- [Required work]: Skip the images and return the records below exactly.

- [Given data]:
◆ ◆ ◆

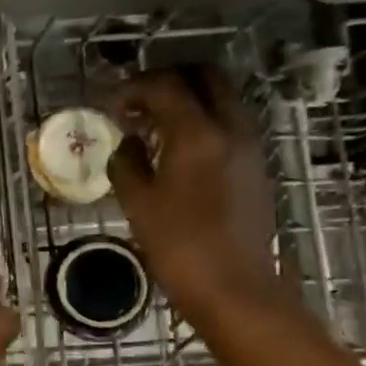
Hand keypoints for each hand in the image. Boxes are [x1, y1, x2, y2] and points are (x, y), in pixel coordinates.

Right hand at [108, 68, 278, 311]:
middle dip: (168, 80)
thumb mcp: (137, 203)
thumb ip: (126, 163)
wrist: (235, 288)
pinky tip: (176, 152)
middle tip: (137, 102)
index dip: (132, 88)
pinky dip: (202, 122)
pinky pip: (228, 124)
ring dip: (187, 100)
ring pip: (220, 98)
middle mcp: (230, 128)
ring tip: (153, 127)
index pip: (165, 85)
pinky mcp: (255, 166)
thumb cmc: (179, 246)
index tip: (110, 106)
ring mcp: (249, 146)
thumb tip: (127, 144)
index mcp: (198, 133)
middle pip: (204, 76)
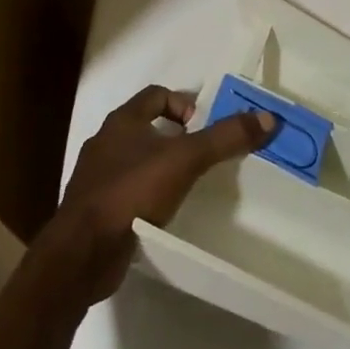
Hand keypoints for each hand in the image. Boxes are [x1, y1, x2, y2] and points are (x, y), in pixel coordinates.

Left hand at [41, 85, 273, 305]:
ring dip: (161, 166)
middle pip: (146, 126)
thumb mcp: (186, 160)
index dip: (183, 104)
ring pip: (136, 159)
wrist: (82, 253)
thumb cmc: (132, 192)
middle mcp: (105, 143)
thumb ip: (225, 137)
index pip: (156, 95)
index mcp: (122, 122)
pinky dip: (147, 194)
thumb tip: (267, 117)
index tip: (203, 127)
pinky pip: (127, 191)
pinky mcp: (95, 210)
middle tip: (202, 155)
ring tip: (187, 184)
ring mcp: (96, 178)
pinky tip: (163, 212)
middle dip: (176, 137)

◆ ◆ ◆

- [Solution to the problem]:
Hand keypoints for each hand in the image. Boxes are [x1, y1, x2, y2] and points are (x, y), in pixel coordinates.

Right hand at [108, 68, 278, 311]:
middle dip: (168, 80)
thumb mcp: (137, 203)
thumb ip: (126, 163)
wrist: (235, 288)
pinky tip: (176, 152)
middle tip: (137, 102)
index dip: (132, 88)
pinky dip: (202, 122)
pinky pip: (228, 124)
ring dip: (187, 100)
ring pip: (220, 98)
middle mcp: (230, 128)
ring tip: (153, 127)
index pip: (165, 85)
pinky mcp: (255, 166)
thumb cmc: (179, 246)
index tip: (110, 106)
ring mcp: (249, 146)
thumb tip: (127, 144)
index mcp: (198, 133)
middle pip: (204, 76)
Hand keypoints for each hand in the image. Boxes are [x1, y1, x2, y2] and points are (x, y), in pixel coordinates.

Left hand at [41, 85, 273, 305]:
ring dip: (161, 166)
middle pip: (146, 126)
thumb mcp: (186, 160)
index dip: (183, 104)
ring pip: (136, 159)
wrist: (82, 253)
thumb cmc: (132, 192)
middle mcp: (105, 143)
thumb ip: (225, 137)
index pip: (156, 95)
index mcp: (122, 122)
pinky dip: (147, 194)
thumb tip: (267, 117)
index tip: (203, 127)
pinky pip: (127, 191)
pinky mcp: (95, 210)
middle tip: (202, 155)
ring tip: (187, 184)
ring mcp: (96, 178)
pinky tip: (163, 212)
middle dip: (176, 137)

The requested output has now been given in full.